# Exercise brief
Take every line containing "name" out of the records.

Saved data entries:
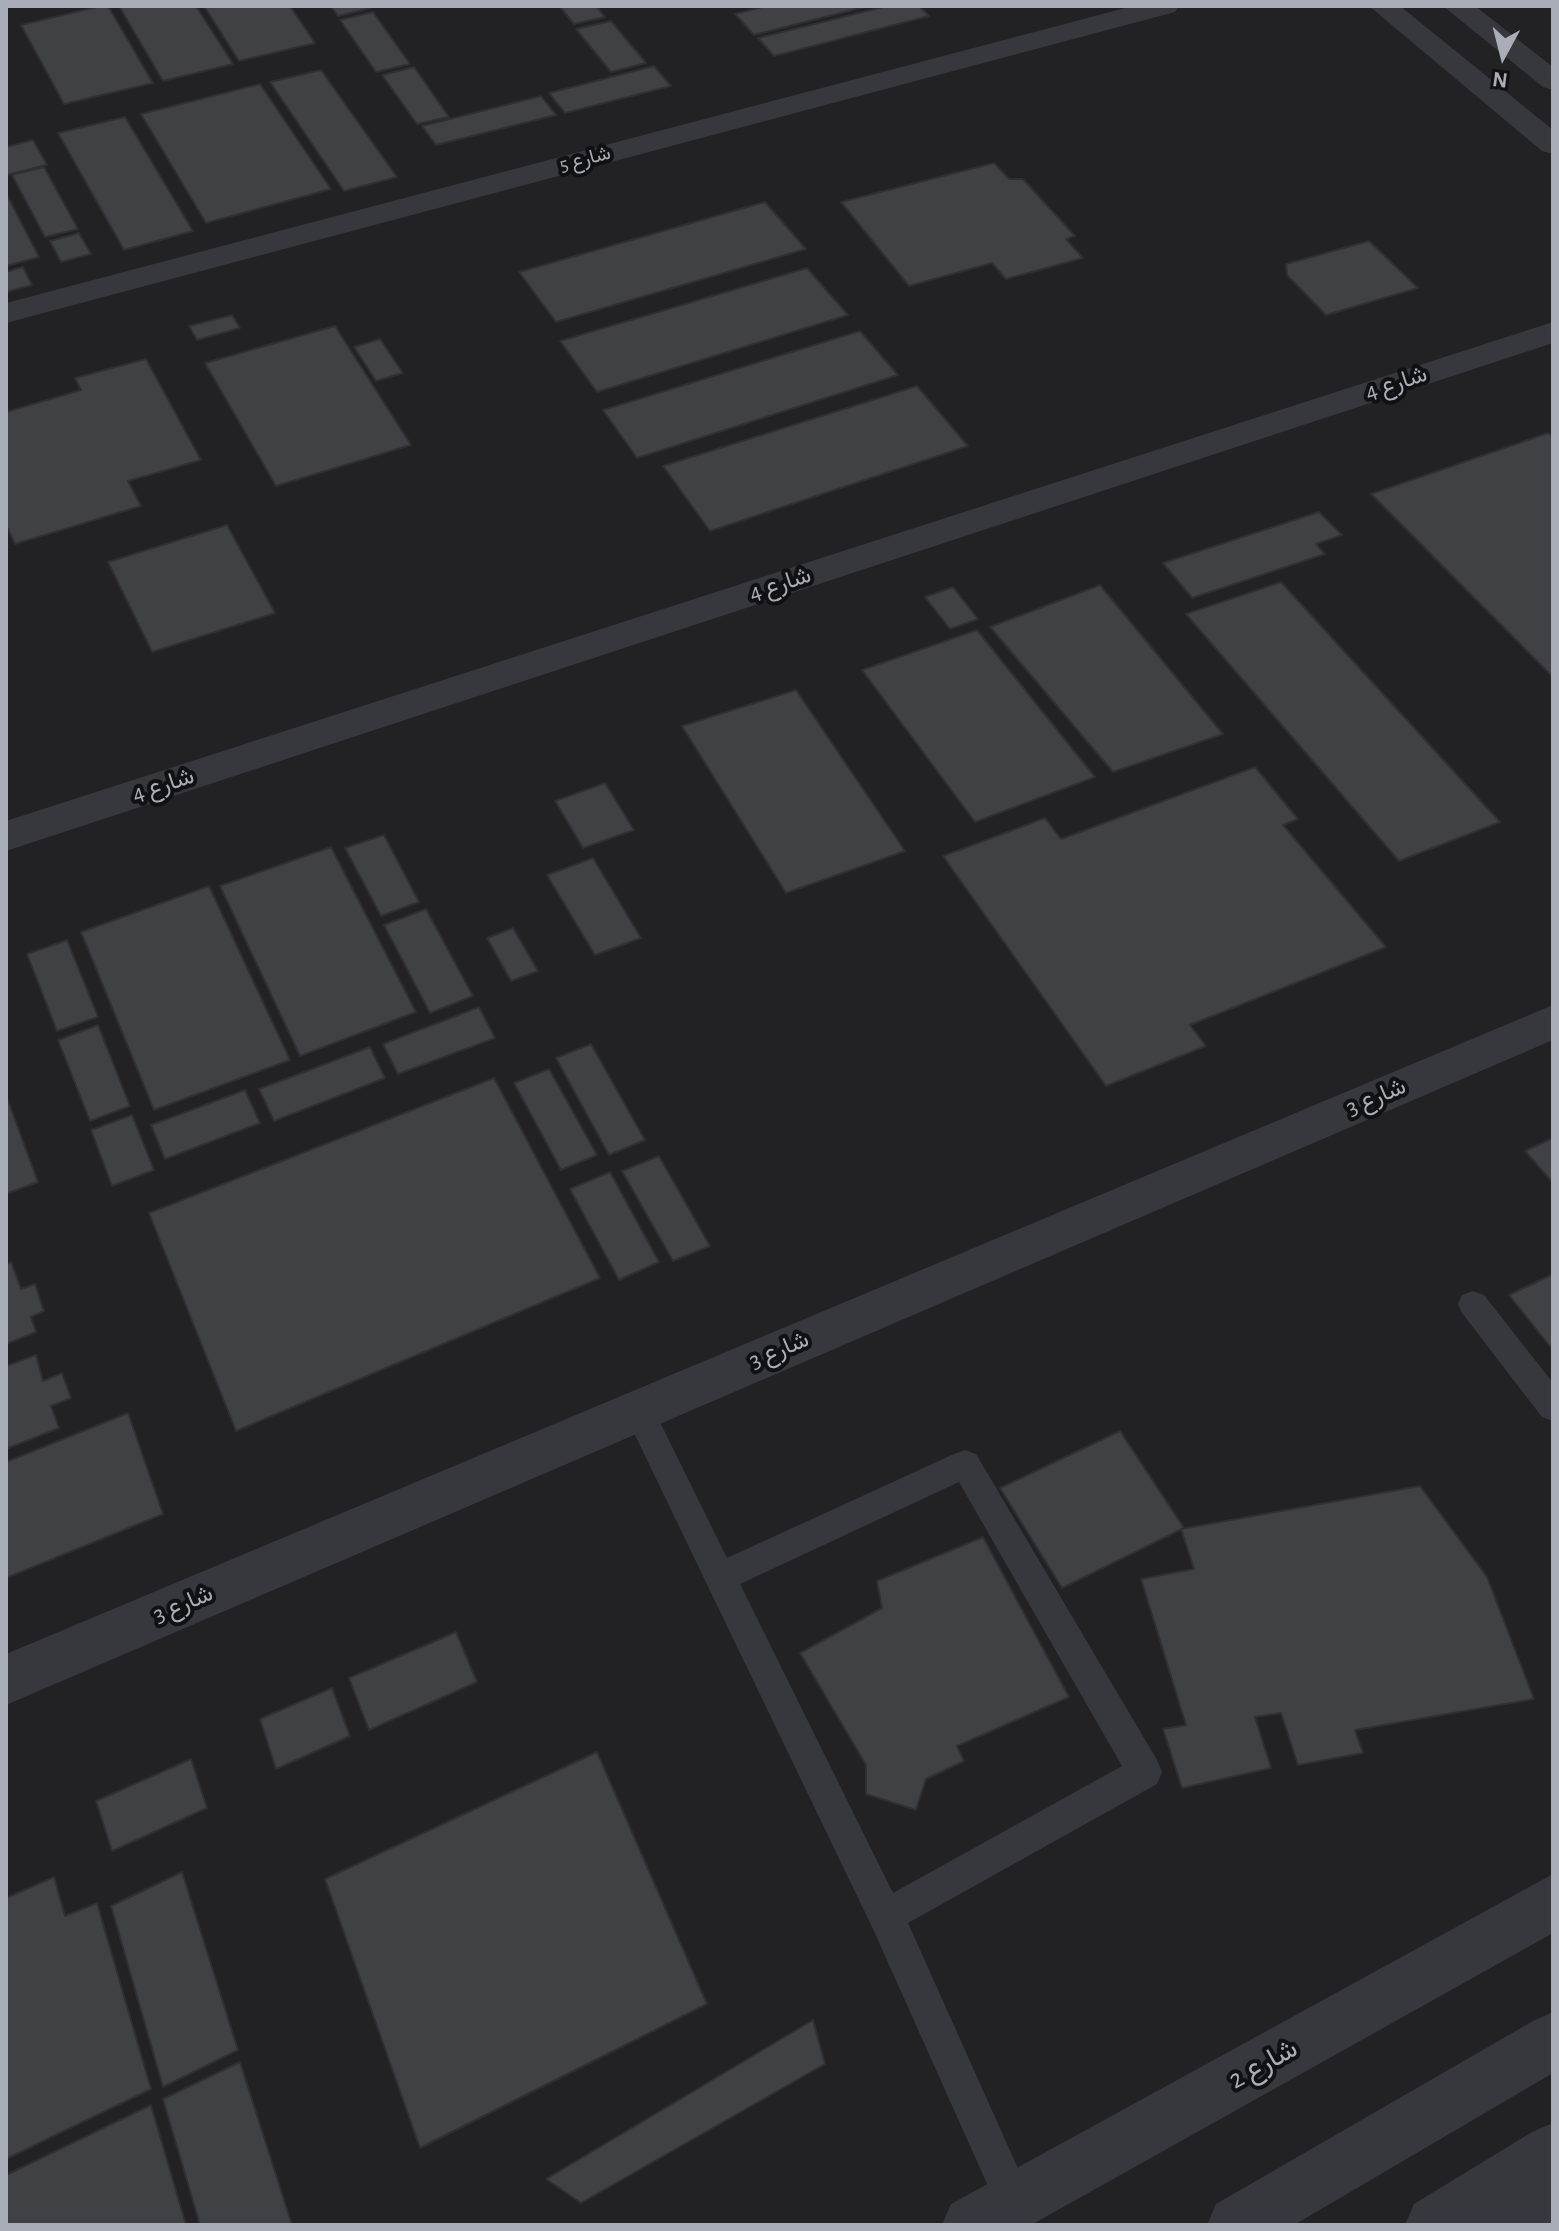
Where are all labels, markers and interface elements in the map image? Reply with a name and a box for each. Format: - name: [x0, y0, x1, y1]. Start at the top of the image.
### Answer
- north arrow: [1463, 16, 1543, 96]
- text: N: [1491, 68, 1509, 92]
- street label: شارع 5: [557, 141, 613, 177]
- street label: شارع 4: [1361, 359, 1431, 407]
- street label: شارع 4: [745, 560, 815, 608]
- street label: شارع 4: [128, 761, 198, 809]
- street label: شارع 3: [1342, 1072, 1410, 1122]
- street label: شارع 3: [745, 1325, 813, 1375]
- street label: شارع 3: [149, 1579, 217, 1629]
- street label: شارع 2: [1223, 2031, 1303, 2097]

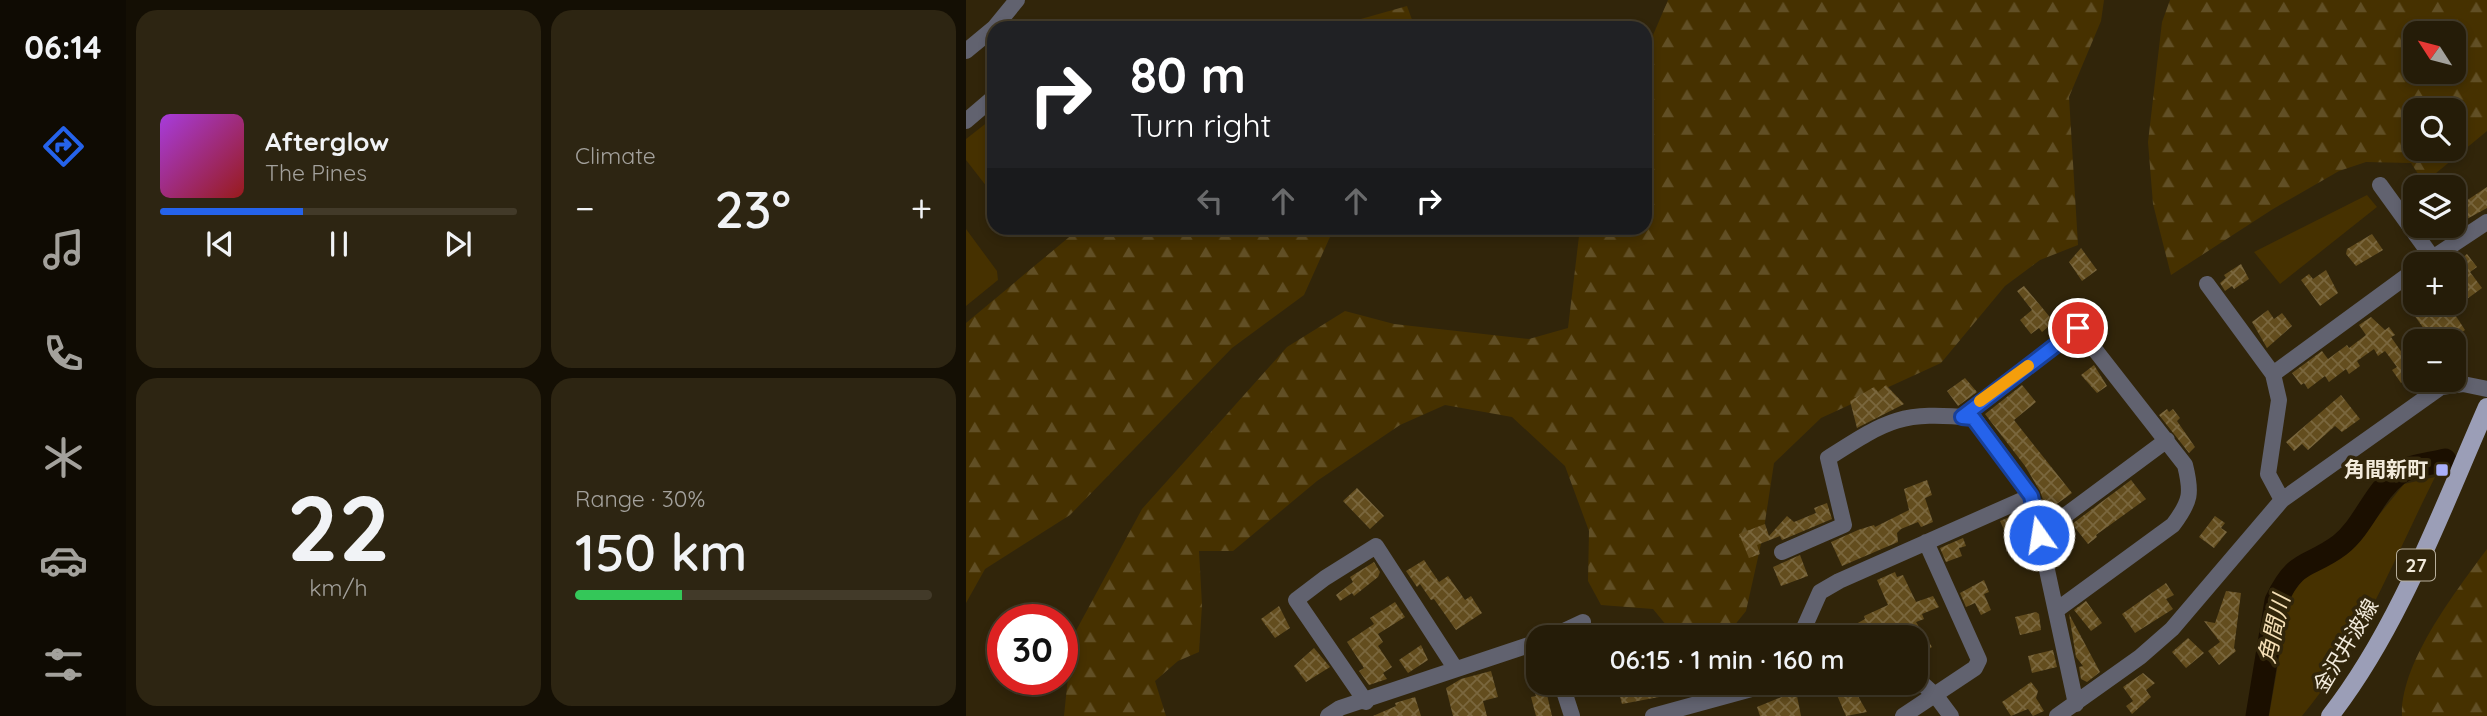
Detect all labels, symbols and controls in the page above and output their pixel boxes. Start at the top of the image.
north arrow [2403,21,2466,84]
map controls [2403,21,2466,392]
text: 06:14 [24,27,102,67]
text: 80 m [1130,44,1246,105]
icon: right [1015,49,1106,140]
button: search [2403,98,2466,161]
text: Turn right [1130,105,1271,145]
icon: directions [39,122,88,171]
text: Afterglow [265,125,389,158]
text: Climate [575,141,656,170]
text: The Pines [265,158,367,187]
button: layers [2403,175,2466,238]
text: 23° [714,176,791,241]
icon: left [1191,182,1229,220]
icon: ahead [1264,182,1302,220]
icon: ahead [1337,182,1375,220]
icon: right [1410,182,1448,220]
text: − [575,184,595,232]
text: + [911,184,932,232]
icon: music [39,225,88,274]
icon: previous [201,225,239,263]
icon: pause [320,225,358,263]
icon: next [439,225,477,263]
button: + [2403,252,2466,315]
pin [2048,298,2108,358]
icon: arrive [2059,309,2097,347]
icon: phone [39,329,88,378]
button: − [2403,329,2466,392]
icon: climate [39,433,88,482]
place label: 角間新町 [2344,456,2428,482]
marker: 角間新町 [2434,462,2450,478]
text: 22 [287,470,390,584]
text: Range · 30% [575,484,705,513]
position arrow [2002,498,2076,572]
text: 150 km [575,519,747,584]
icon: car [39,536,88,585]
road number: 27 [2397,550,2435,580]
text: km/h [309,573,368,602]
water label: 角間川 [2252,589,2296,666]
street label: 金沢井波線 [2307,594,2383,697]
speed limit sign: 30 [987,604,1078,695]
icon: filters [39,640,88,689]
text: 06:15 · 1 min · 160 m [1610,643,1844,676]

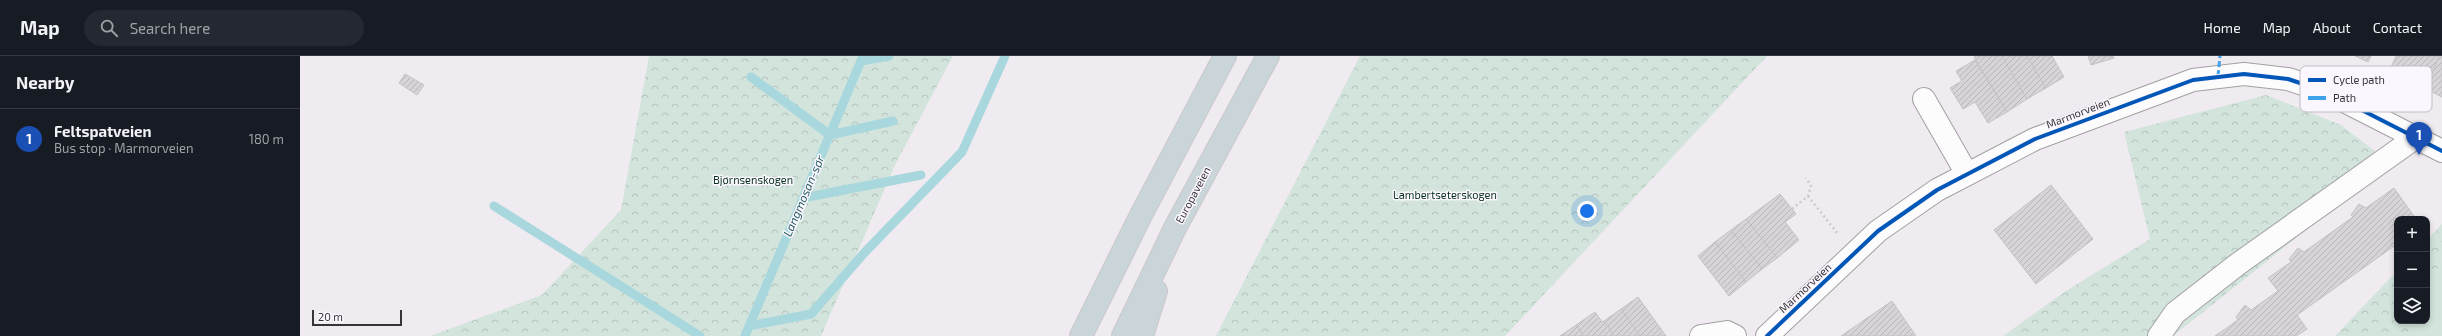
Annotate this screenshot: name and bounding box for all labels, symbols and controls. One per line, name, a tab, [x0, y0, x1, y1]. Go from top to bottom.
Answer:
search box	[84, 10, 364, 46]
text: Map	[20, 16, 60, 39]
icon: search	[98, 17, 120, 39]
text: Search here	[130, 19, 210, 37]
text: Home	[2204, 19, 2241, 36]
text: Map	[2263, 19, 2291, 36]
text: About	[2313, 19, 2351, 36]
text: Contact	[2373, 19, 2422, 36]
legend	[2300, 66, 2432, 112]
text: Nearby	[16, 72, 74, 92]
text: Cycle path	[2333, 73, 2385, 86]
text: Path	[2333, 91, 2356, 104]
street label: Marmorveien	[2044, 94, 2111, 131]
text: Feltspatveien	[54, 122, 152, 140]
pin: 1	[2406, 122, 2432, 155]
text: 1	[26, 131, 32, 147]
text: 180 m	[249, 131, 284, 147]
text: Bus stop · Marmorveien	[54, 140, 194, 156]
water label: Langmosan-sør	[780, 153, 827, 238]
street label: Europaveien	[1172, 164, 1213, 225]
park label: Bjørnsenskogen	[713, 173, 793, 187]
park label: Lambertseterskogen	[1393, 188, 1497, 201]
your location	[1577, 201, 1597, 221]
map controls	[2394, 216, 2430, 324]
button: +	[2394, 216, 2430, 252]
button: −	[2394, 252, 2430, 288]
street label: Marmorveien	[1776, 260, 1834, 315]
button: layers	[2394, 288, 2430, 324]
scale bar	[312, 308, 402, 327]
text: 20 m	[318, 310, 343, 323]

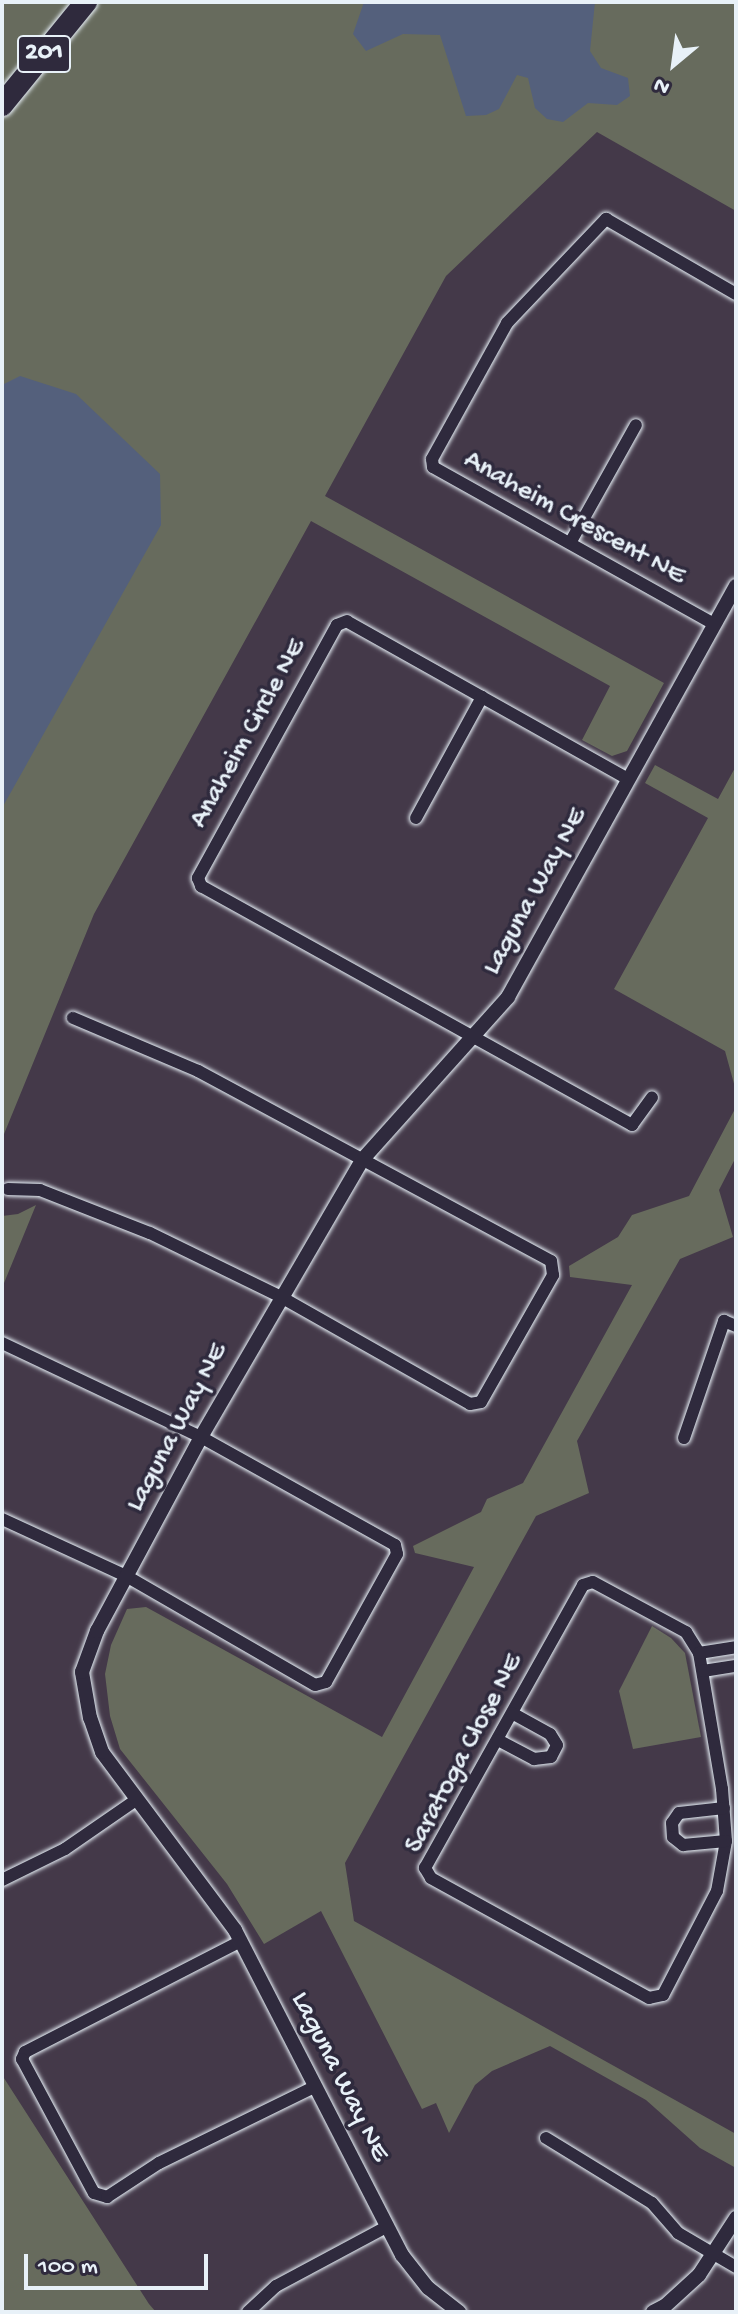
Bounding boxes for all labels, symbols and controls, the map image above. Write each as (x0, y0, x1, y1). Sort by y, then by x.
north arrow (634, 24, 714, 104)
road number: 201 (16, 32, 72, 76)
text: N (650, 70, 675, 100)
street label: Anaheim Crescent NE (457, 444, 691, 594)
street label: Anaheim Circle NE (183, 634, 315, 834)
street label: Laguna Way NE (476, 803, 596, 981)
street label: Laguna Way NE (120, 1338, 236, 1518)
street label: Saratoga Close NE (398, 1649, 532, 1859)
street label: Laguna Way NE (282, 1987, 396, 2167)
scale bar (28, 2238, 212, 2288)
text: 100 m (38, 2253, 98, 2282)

# Output for this exercise
Where are all labels, markers and interface elements in the map image? Reply with a name and a box for each. Format: - name: [x0, y0, x1, y1]. Start at the top of the image.
Annotate this screenshot: name and bounding box for all labels, symbols and controls. One per line, name, a tab, [x0, y0, x1, y1]. Go from top to bottom.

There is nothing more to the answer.